- Opening Delimiter -

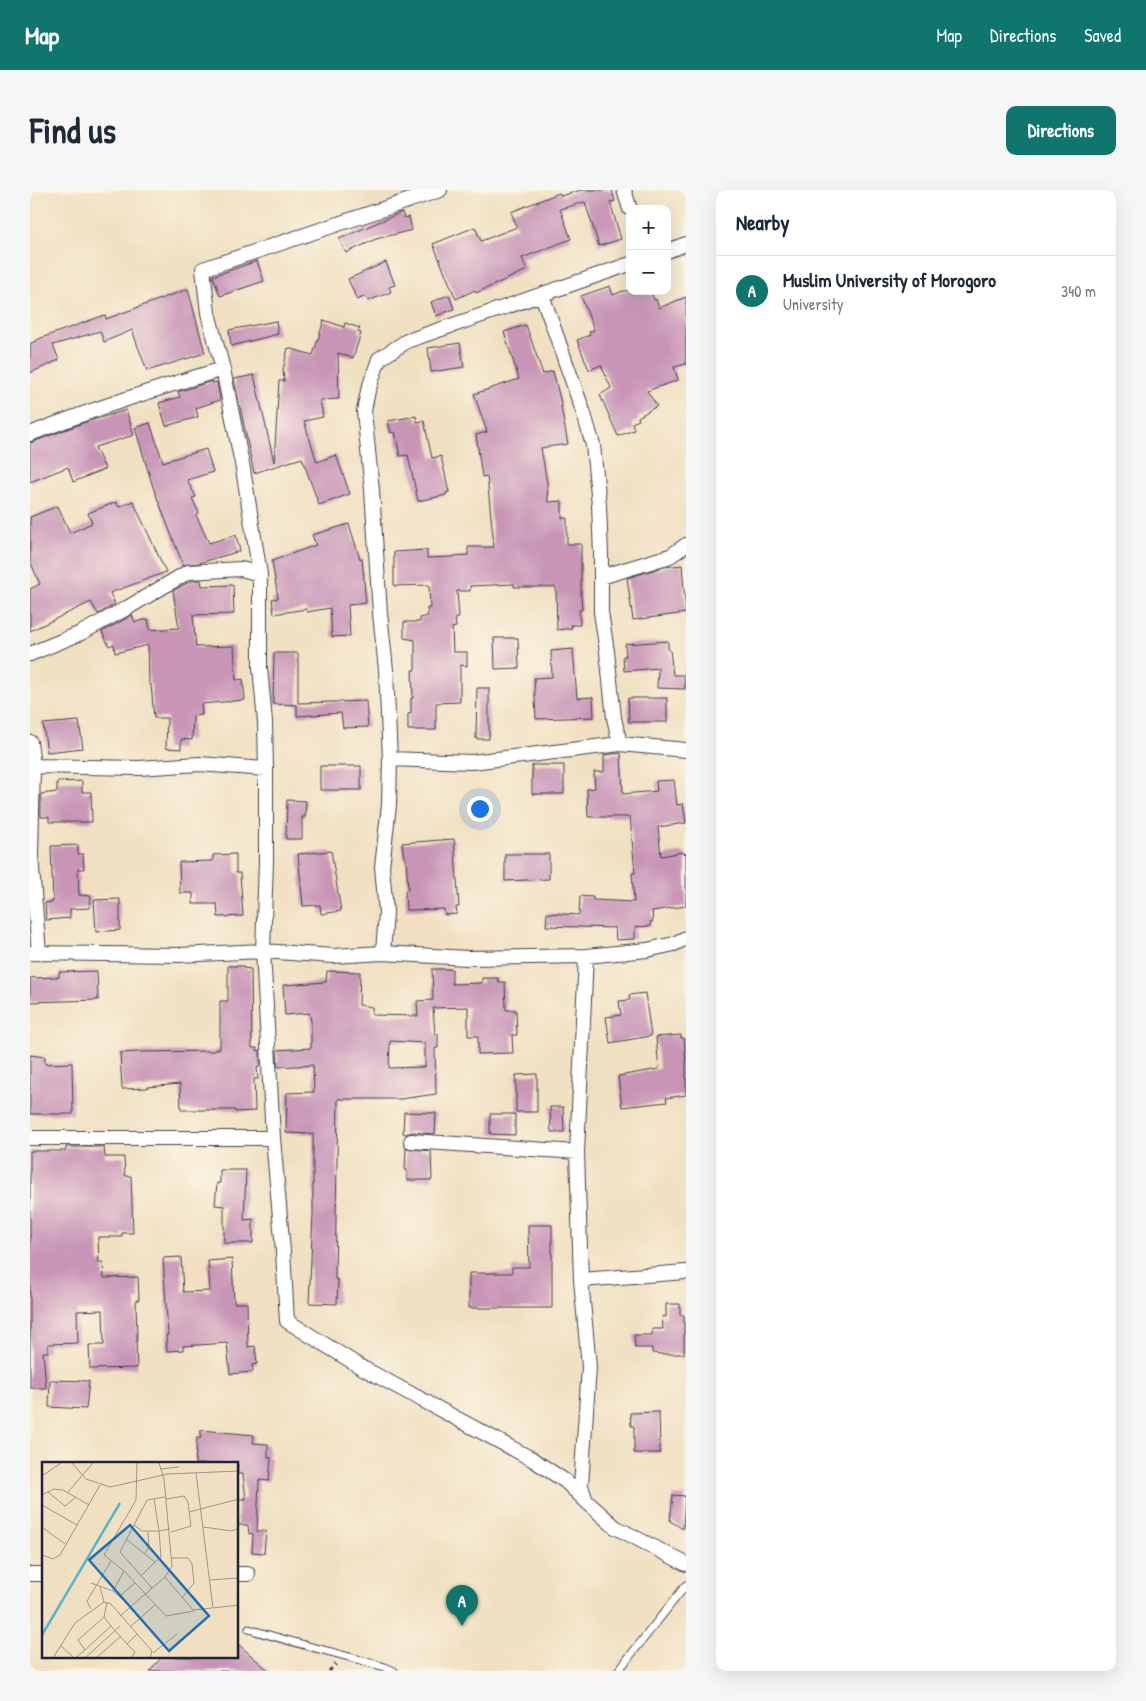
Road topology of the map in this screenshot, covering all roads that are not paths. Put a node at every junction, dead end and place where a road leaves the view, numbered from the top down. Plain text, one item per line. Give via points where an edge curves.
1 (440, 190) edge
2 (624, 190) edge
3 (629, 205) edge
4 (686, 244) edge
5 (670, 250) edge
6 (626, 265) edge
7 (542, 295) junction
8 (223, 369) junction
9 (30, 434) edge
10 (686, 545) edge
11 (260, 574) junction
12 (601, 577) junction
13 (30, 654) edge
14 (30, 742) edge
15 (620, 744) junction
16 (686, 750) edge
17 (390, 759) junction
18 (33, 766) junction
19 (266, 769) junction
20 (686, 938) edge
21 (263, 951) junction
22 (35, 953) edge
23 (383, 953) junction
24 (586, 956) junction
25 (30, 1138) edge
26 (273, 1138) junction
27 (411, 1141) dead end
28 (576, 1152) junction
29 (686, 1272) edge
30 (581, 1280) junction
31 (586, 1501) junction
32 (686, 1564) edge
33 (686, 1585) edge
34 (249, 1629) dead end
35 (394, 1671) edge
36 (618, 1671) edge

1 - 8 street via 203,269 208,313
2 - 3 street
4 - 5 street
6 - 7 street
7 - 12 street via 593,445
7 - 17 street via 408,341 379,359 368,391 364,412 386,670
8 - 9 street via 123,400
8 - 11 street
10 - 12 street via 670,556
11 - 13 street via 241,569 188,572 81,633
11 - 19 street via 260,667
12 - 15 street via 601,612
14 - 18 street
15 - 16 street
15 - 17 street via 472,762
17 - 23 street via 382,867 386,912
18 - 19 street via 139,768 199,764
18 - 22 street via 31,856
19 - 21 street
20 - 24 street via 647,950
21 - 22 street via 179,955
21 - 23 street via 333,956
21 - 26 street
23 - 24 street via 467,958
24 - 28 street
25 - 26 street
26 - 31 street via 287,1321 361,1367 532,1459 565,1481
27 - 28 street
28 - 30 street
29 - 30 street
30 - 31 street via 588,1367 581,1486
31 - 32 street via 615,1528
33 - 36 lane
34 - 35 lane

- Closing Delimiter -

TASK GOAL:
Could you print the listing above exactly, without the pictures?

SOLUTION TO THE PROBLEM:
Road topology of the map in this screenshot, covering all roads that are not paths. Put a node at every junction, dead end and place where a road leaves the view, numbered from the top down. Plain text, one item per line. Give via points where an edge curves.
1 (440, 190) edge
2 (624, 190) edge
3 (629, 205) edge
4 (686, 244) edge
5 (670, 250) edge
6 (626, 265) edge
7 (542, 295) junction
8 (223, 369) junction
9 (30, 434) edge
10 (686, 545) edge
11 (260, 574) junction
12 (601, 577) junction
13 (30, 654) edge
14 (30, 742) edge
15 (620, 744) junction
16 (686, 750) edge
17 (390, 759) junction
18 (33, 766) junction
19 (266, 769) junction
20 (686, 938) edge
21 (263, 951) junction
22 (35, 953) edge
23 (383, 953) junction
24 (586, 956) junction
25 (30, 1138) edge
26 (273, 1138) junction
27 (411, 1141) dead end
28 (576, 1152) junction
29 (686, 1272) edge
30 (581, 1280) junction
31 (586, 1501) junction
32 (686, 1564) edge
33 (686, 1585) edge
34 (249, 1629) dead end
35 (394, 1671) edge
36 (618, 1671) edge

1 - 8 street via 203,269 208,313
2 - 3 street
4 - 5 street
6 - 7 street
7 - 12 street via 593,445
7 - 17 street via 408,341 379,359 368,391 364,412 386,670
8 - 9 street via 123,400
8 - 11 street
10 - 12 street via 670,556
11 - 13 street via 241,569 188,572 81,633
11 - 19 street via 260,667
12 - 15 street via 601,612
14 - 18 street
15 - 16 street
15 - 17 street via 472,762
17 - 23 street via 382,867 386,912
18 - 19 street via 139,768 199,764
18 - 22 street via 31,856
19 - 21 street
20 - 24 street via 647,950
21 - 22 street via 179,955
21 - 23 street via 333,956
21 - 26 street
23 - 24 street via 467,958
24 - 28 street
25 - 26 street
26 - 31 street via 287,1321 361,1367 532,1459 565,1481
27 - 28 street
28 - 30 street
29 - 30 street
30 - 31 street via 588,1367 581,1486
31 - 32 street via 615,1528
33 - 36 lane
34 - 35 lane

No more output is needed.